[Lldb-commits] [lldb] [lldb][telemetry] Implement LLDB Telemetry (part 1) (PR #119716)
Pavel Labath via lldb-commits
lldb-commits at lists.llvm.org
Fri Feb 7 02:01:50 PST 2025
================
@@ -0,0 +1,93 @@
+//===-- Telemetry.h ----------------------------------------------*- C++
+//-*-===//
+//
+// Part of the LLVM Project, under the Apache License v2.0 with LLVM Exceptions.
+// See https://llvm.org/LICENSE.txt for license information.
+// SPDX-License-Identifier: Apache-2.0 WITH LLVM-exception
+//
+//===----------------------------------------------------------------------===//
+
+#ifndef LLDB_CORE_TELEMETRY_H
+#define LLDB_CORE_TELEMETRY_H
+
+#include "lldb/Core/StructuredDataImpl.h"
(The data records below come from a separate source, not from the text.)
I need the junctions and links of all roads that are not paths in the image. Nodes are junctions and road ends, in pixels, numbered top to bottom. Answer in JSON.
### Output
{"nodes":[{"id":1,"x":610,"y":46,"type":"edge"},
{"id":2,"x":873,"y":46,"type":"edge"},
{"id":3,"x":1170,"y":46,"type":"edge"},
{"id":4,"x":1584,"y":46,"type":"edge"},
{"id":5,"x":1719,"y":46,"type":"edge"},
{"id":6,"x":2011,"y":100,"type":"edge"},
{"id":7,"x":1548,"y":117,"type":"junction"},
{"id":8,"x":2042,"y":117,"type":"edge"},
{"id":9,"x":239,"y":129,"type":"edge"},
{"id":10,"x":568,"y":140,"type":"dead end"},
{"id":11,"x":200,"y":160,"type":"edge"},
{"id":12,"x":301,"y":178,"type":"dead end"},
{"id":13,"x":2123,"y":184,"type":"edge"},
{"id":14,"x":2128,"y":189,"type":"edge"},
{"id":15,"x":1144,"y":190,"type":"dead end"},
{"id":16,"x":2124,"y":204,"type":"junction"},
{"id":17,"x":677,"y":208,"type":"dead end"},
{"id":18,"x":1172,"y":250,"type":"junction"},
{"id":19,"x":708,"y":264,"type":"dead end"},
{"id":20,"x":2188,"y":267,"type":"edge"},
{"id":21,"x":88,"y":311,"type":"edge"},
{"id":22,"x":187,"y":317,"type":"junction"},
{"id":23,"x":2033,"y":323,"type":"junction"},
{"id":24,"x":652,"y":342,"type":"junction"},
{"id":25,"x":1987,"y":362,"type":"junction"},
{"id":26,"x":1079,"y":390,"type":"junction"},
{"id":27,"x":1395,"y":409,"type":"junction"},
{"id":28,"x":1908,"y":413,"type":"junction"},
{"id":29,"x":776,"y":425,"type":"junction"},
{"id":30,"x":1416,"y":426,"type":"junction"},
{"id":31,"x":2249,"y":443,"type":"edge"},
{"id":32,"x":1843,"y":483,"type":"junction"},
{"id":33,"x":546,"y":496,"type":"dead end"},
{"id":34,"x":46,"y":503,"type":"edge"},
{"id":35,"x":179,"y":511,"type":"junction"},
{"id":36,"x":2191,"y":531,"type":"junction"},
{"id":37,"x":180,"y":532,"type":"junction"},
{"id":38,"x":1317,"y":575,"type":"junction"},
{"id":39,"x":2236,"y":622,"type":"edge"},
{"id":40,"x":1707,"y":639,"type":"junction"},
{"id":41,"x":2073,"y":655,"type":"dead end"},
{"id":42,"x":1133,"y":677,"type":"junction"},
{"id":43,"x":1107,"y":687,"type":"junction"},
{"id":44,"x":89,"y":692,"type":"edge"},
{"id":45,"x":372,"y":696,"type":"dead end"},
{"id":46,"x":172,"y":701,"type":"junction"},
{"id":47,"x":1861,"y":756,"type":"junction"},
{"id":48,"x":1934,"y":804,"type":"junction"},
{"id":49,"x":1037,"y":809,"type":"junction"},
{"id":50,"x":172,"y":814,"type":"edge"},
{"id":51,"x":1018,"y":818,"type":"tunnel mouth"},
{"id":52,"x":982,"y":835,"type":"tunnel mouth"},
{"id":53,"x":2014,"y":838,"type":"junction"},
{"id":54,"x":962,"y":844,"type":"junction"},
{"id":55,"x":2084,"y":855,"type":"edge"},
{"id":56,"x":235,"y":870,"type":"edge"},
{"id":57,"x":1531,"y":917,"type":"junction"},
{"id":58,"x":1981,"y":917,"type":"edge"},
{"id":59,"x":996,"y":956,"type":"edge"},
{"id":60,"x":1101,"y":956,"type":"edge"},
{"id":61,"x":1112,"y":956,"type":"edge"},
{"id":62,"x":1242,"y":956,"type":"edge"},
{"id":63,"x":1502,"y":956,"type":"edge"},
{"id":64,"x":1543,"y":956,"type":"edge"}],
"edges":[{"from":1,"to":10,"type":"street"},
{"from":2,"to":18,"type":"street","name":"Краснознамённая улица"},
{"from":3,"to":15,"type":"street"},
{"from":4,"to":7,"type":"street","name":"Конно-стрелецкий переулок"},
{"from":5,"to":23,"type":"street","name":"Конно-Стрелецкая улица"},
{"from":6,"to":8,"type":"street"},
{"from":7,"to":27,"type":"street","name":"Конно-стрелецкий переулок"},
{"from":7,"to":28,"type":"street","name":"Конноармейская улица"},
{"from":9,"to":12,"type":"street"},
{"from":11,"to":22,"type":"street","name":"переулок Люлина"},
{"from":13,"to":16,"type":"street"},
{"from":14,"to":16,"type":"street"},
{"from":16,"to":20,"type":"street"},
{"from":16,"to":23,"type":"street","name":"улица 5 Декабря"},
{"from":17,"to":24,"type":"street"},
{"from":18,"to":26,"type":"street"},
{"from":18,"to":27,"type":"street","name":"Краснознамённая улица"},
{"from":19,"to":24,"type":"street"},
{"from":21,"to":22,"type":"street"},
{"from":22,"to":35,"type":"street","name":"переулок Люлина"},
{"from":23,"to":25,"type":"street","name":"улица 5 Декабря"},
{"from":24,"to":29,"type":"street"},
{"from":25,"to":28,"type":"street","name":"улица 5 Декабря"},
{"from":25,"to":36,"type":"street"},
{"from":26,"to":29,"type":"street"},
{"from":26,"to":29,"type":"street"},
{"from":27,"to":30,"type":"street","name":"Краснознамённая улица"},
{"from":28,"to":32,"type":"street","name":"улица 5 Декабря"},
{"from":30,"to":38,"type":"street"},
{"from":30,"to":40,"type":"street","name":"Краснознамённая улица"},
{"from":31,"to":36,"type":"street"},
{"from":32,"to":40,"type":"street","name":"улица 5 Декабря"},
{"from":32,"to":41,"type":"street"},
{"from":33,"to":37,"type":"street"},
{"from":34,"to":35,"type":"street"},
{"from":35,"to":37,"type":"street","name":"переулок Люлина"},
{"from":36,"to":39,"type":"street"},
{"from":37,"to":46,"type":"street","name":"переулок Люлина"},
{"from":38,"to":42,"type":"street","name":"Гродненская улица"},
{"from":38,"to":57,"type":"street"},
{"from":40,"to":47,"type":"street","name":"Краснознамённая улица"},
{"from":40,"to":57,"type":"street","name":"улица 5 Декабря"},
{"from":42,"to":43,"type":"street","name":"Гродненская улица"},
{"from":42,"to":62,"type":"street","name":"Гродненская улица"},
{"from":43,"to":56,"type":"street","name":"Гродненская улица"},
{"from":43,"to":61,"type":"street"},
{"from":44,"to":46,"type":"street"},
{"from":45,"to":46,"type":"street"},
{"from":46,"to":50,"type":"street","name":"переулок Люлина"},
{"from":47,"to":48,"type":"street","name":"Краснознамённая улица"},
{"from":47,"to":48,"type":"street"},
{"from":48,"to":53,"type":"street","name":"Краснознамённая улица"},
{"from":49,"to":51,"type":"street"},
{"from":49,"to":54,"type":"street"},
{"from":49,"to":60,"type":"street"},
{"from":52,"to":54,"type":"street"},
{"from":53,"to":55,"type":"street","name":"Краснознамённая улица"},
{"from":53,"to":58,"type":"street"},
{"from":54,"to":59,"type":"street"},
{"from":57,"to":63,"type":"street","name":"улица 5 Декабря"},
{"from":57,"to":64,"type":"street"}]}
+#include "lldb/Interpreter/CommandReturnObject.h"
+#include "lldb/Utility/StructuredData.h"
+#include "lldb/lldb-forward.h"
+#include "llvm/ADT/StringExtras.h"
+#include "llvm/ADT/StringRef.h"
+#include "llvm/Support/JSON.h"
+#include "llvm/Telemetry/Telemetry.h"
+#include <chrono>
+#include <ctime>
+#include <memory>
+#include <optional>
+#include <string>
+#include <unordered_map>
+
+namespace lldb_private {
+
+struct LldbEntryKind : public ::llvm::telemetry::EntryKind {
+ static const llvm::telemetry::KindType BaseInfo = 0b11000;
+};
+
+/// Defines a convenient type for timestamp of various events.
+/// This is used by the EventStats below.
+using SteadyTimePoint = std::chrono::time_point<std::chrono::steady_clock,
+ std::chrono::nanoseconds>;
+
+/// Various time (and possibly memory) statistics of an event.
+struct EventStats {
+ // REQUIRED: Start time of an event
+ SteadyTimePoint start;
----------------
labath wrote:
I think what caught Jonas's eye (though he probably doesn't know it) is that this class was very protobuf-y. Let me try to unpack that. We don't have the (understandable if you know the background, but strange if you don't) situation of fields that are *optional* at the transport layer but *required* at the application layer elsewhere. And I don't think we need that here either because the transport layer is part of the downstream/vendor implementation, so we can just use regular c++ conventions for the application layer (if a type is std::optional, it's optional; if it's not, it's not).
That's one part of the issue. The second part is question whether the "required-ness" of a field can be enforced syntactically (through a constructor which intializes it). That's usually a nice property though it doesn't work in all situations, and I don't think it's that useful for objects which are plain data carriers (no internal logic). It also only works if *every* constructor initializes it, so the fact that you've added a constructor which does that, but then also kept the default one which does not (well, it initializes it, but to zero), doesn't really help there.
I'm saying this because this overload set is basically the same as what you'd get if you specified no explicit constructors -- you could still do the same thing, just with curly braces (`EventStats{}` default initializes everything, `EventStats{start}` initializes the first member, `EventStats{start, end}` initializes both). So, if this is the behavior you want, you can just delete all of them. If you want to enforce the requiredness (which might be nice, but I don't think it's necessary -- Jonas may disagree), then you should delete the default constructor -- but then you also need to use these classes differently.